The forum now includes 315 families, all of whom lost loved ones in the Israel-Hamas War.
Around two weeks into the war, the US started pressuring Israel to go to a ceasefire or stop the military actions, said Shani, explaining that this prompted the families to join together.
“That was the point that we got together, a few parents who lost their kids in the war, and we decided at this time, were not going to let the government give up. Our kids got killed for that mission – to destroy Hamas – and we will continue their mission.”
“We will continue on behalf of our kids who got killed, to fight as civilians [to make sure] that the government will keep its promise to destroy Hamas,” he said, adding, “We believe that this is the only way that we can bring back the hostages and bring peace to the Middle East.” He considers fighting against the evil of Hamas “the only way to bring real peace to the Middle East, to Israel, and the whole world.”
THE FORUM’S motto is “In their deaths, they commanded us victory,” a reference to the phrase “in their deaths, they commanded us life.”
“Some of our kids actually wrote this, before they went to [battle]: that they are going to the fight to bring victory – total victory – to Israel, and this is why we feel that this is our mission now. We need to really fulfill their request – their commandment,” Shani explained.
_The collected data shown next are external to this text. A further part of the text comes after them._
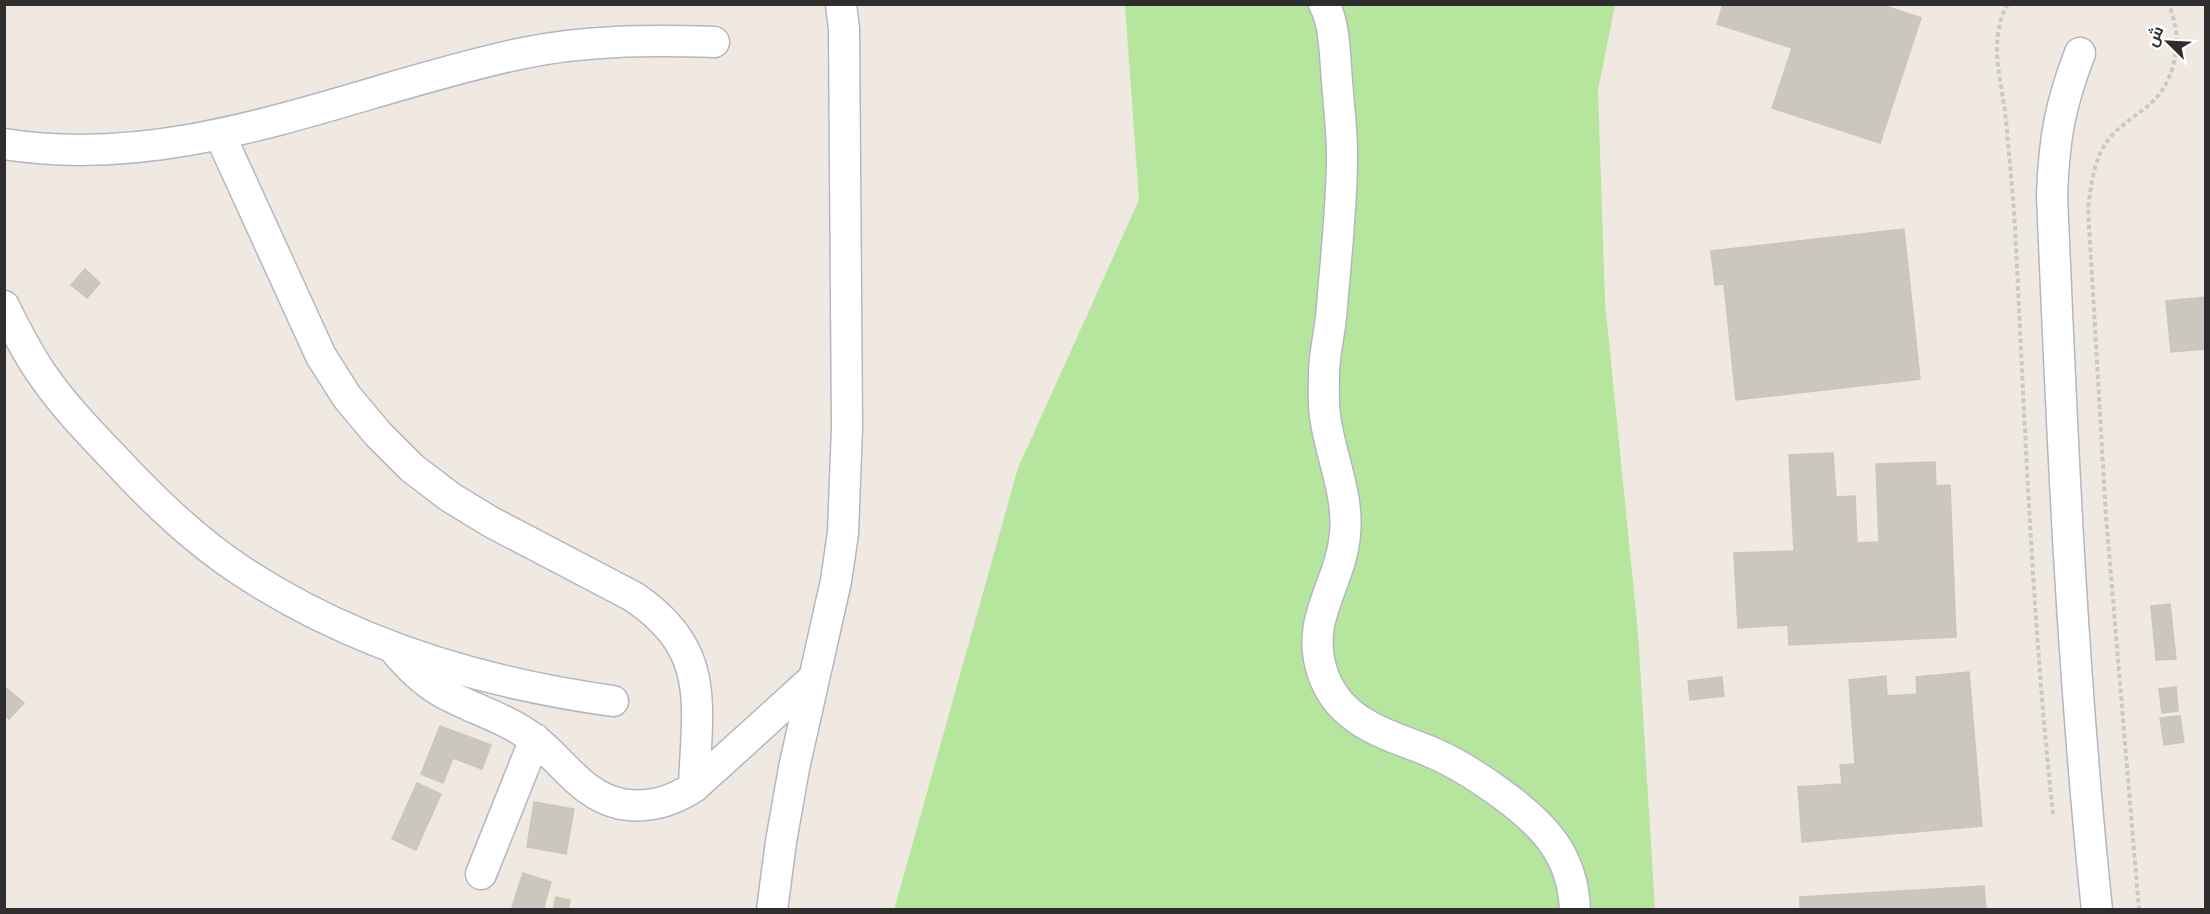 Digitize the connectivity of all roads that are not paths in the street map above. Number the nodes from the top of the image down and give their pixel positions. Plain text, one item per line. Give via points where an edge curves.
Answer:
1 (841, 4) edge
2 (1324, 4) edge
3 (714, 42) dead end
4 (2080, 53) dead end
5 (220, 135) junction
6 (4, 144) edge
7 (4, 306) edge
8 (391, 645) junction
9 (814, 678) junction
10 (613, 701) dead end
11 (535, 740) junction
12 (694, 787) junction
13 (481, 874) dead end
14 (772, 909) edge
15 (1575, 909) edge
16 (2097, 909) edge

1 - 9 street via 846,480 836,581
2 - 15 street via 1329,13 1335,60 1343,162 1324,370 1325,416 1343,497 1346,535 1316,639 1322,672 1337,701 1361,723 1462,767 1527,813 1565,861
3 - 5 street via 650,40 522,53
4 - 16 street via 2058,122 2052,195 2062,438 2086,802
5 - 6 street via 121,148 71,150
5 - 12 street via 321,356 347,397 378,434 412,468 450,497 634,597 672,628 685,650 697,697
7 - 8 street via 43,376 71,413 166,512 238,569 276,593 357,633
8 - 10 street via 507,682
8 - 11 street via 405,663 439,690 511,724
9 - 12 street
9 - 14 street via 792,779
11 - 12 street via 584,787 620,804 659,804
11 - 13 street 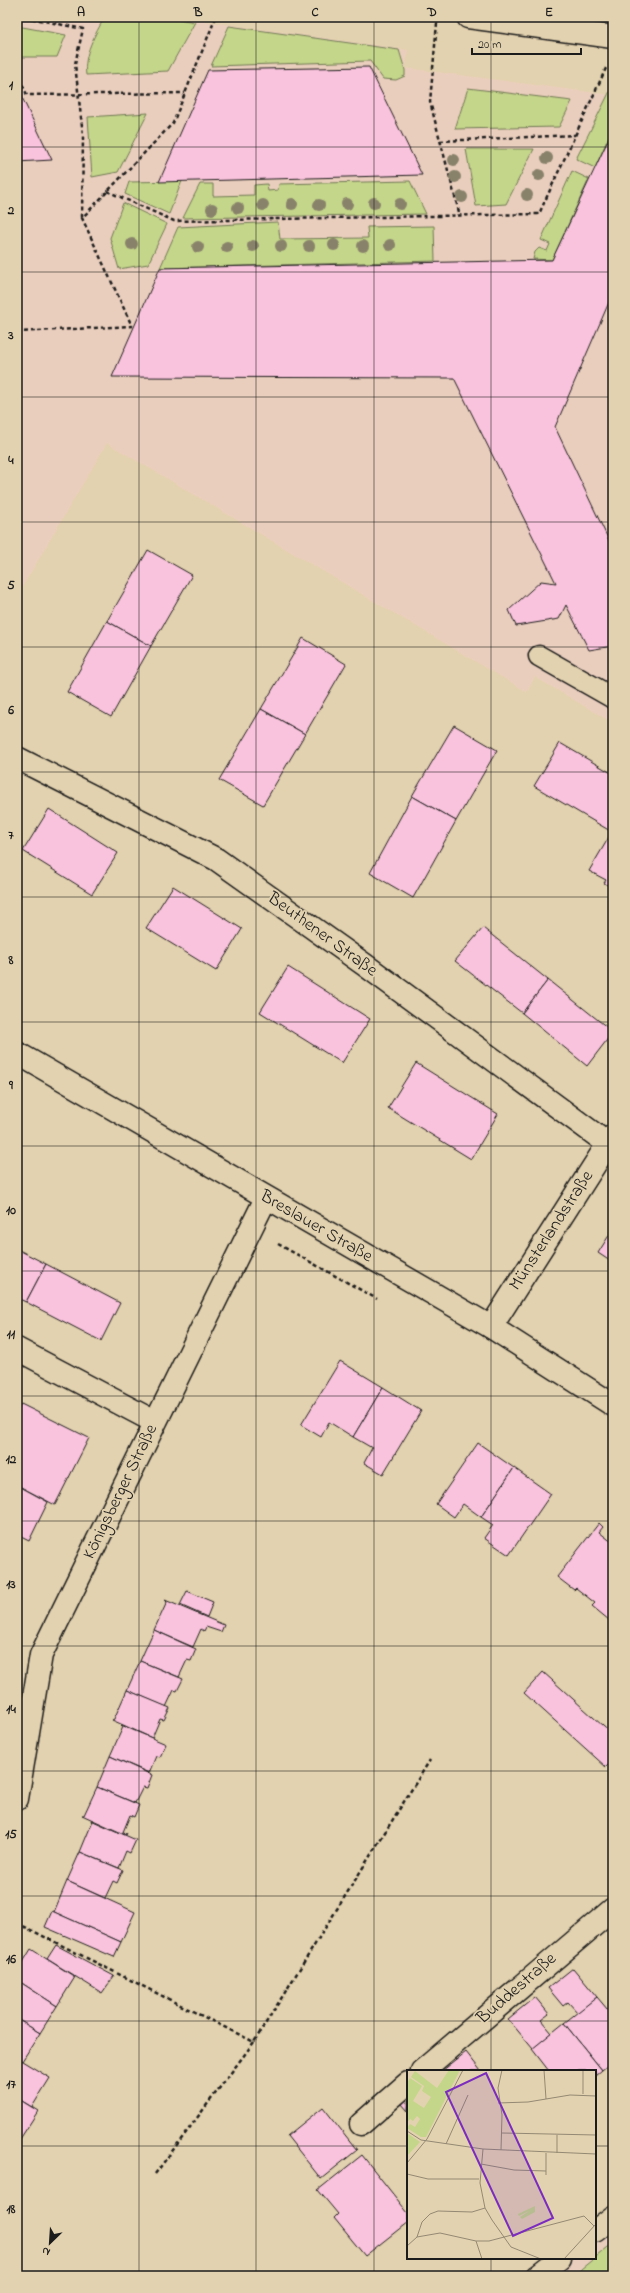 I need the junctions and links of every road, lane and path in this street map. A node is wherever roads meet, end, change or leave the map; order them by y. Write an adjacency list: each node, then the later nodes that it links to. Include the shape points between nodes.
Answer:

Members of the forum meet with elected officials to advocate for continued military pressure. They also share the stories of their loved ones at the forum’s encampment near the Knesset in Jerusalem.
“We feel that from this place we want to spread the message of our vision,” explained Shani, who said that people from all parts of Israeli society come to the tent to hear stories of the fallen, shared daily by their families.
Ori’s father emphasized that the forum believes the hostages must be brought home and that there is no victory without them, and that the way to bring them back is through more military pressure.
“It is very important to us that they come back safe. I do not doubt that total victory will be with the return of the hostages,” he said.
The forum believes that the war’s end must also include Israeli security control of the Gaza Strip and that any agreement that relinquishes such control cannot be legitimate.
“We learned that we cannot place Israel’s security in the hands of others or the hands of our friends,” he said.
“In the moment of truth, we can only trust ourselves, only [depend on] the IDF,” said Shani, adding that “as a believing man,” he also puts his trust in God.
“I believe that the majority of the government of Israel and the citizens of Israel understand, after what we went through, that the security of our country is only in our hands,” he said, adding he believes that Israel’s leadership and prime minister share this view.
The bereaved father concluded with a call for unity and love between the various parts of the nation. “The enemy forced us to war, the hardest war since the founding of the state. War is a hard thing and takes a painful toll,” he said.
The war also brought about a time when “our nation was revealed as an amazing nation – the strength, the heroism, the unity, the love that there is between the parts of the nation is something that was not in previous years,” Shani said.
“There are cracks here and there now, but we will do anything so that the brotherhood, love, and unity between parts of the nation will continue and increase – because we think it is a strategic and necessary asset to reach total victory.”